That being said, if you can adjust the startup of the csi plugin and add --endpoint=/csi/csi.sock to the startup, you might be able to get something going

johnnyplaydrums commented 2 years ago

Awesome, that's super helpful @ressu! I'll close this for now. If anyone else has advice on properly configuring this plugin to work with Nomad, please reach out :)

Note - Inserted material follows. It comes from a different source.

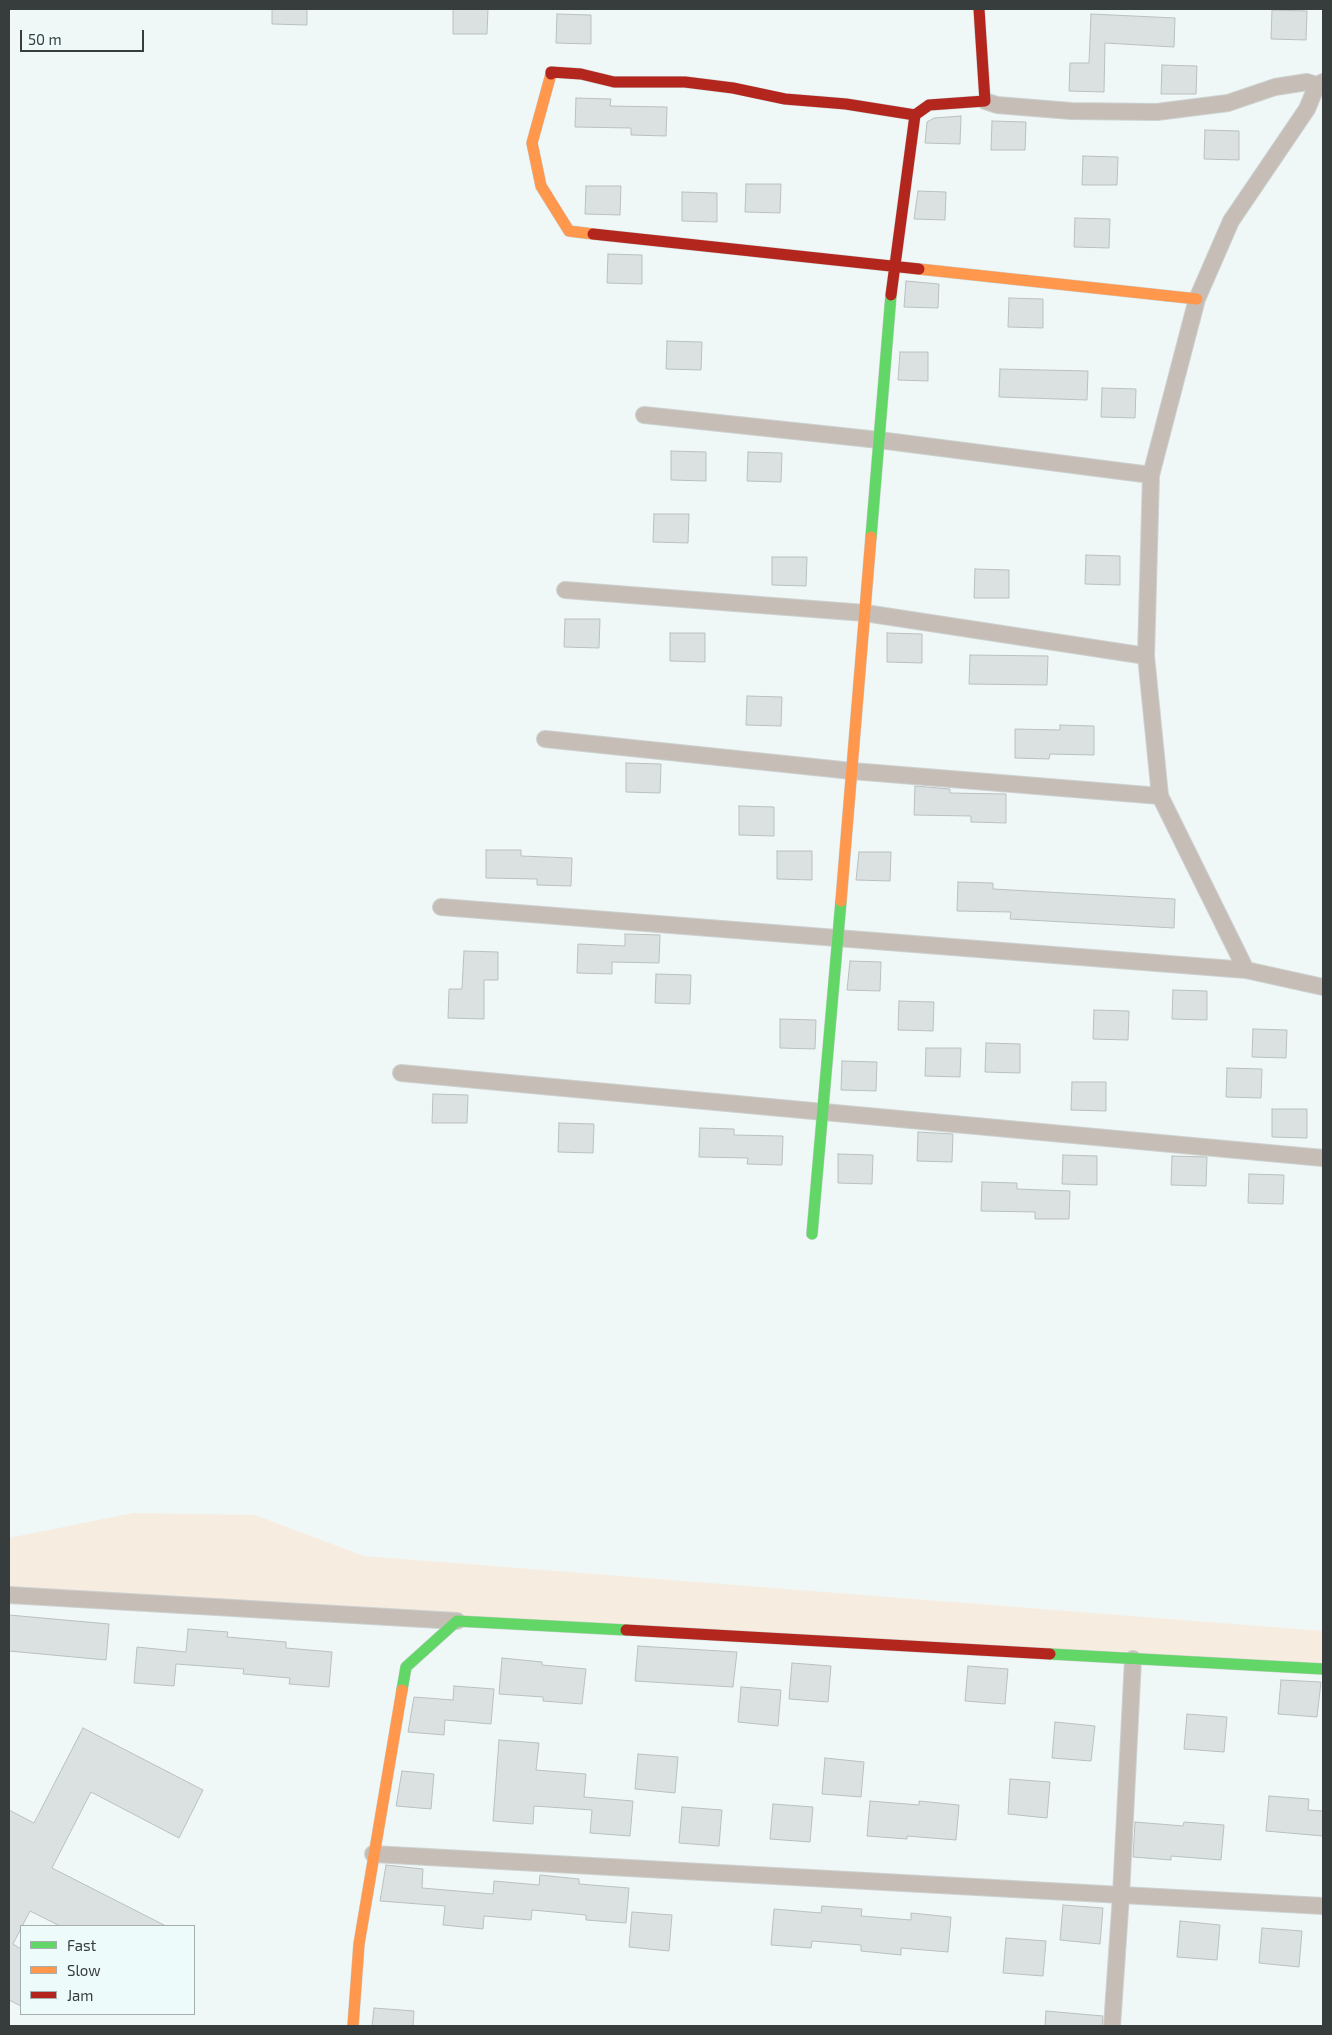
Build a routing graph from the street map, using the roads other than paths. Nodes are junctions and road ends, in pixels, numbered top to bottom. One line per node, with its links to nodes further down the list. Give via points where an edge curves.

johnnyplaydrums commented 2 years ago

Hey @ressu, another question for you. I was able to make some progress and get the synology-csi plugin running in Nomad by setting --endpoint=unix:///csi/csi.sock. I've registered the Synology volume and was trying to deploy a job using that volume when I got the follow error:

2022-01-05T21:14:44Z [INFO] [driver/utils.go:104] GRPC call: /csi.v1.Node/NodeStageVolume
2022-01-05T21:14:44Z [INFO] [driver/utils.go:105] GRPC request: {"staging_target_path":"/csi/staging/scada-test/ro-file-system-single-node-reader-only","volume_capability":{"AccessType":{"Mount":{"fs_type":"ext4","mount_flags":["noatime"]}},"access_mode":{"mode":2}},"volume_id":"1"}
2022-01-05T21:14:44Z [ERROR] [driver/utils.go:108] GRPC error: rpc error: code = Internal desc = rpc error: code = NotFound desc = Volume[1] is not found

It's unable to find the volume on our Synology DSM: Volume[1] is not found. I also tried registering the volume as "Volume 1", "/volume1", and combinations like that, but no luck. Our Synology device just has 1 volume called Volume 1 in the DSM dashboard. I'm not sure what the volume_id is supposed to be. Do you know how I can find what the volume_id is for our Synology volume?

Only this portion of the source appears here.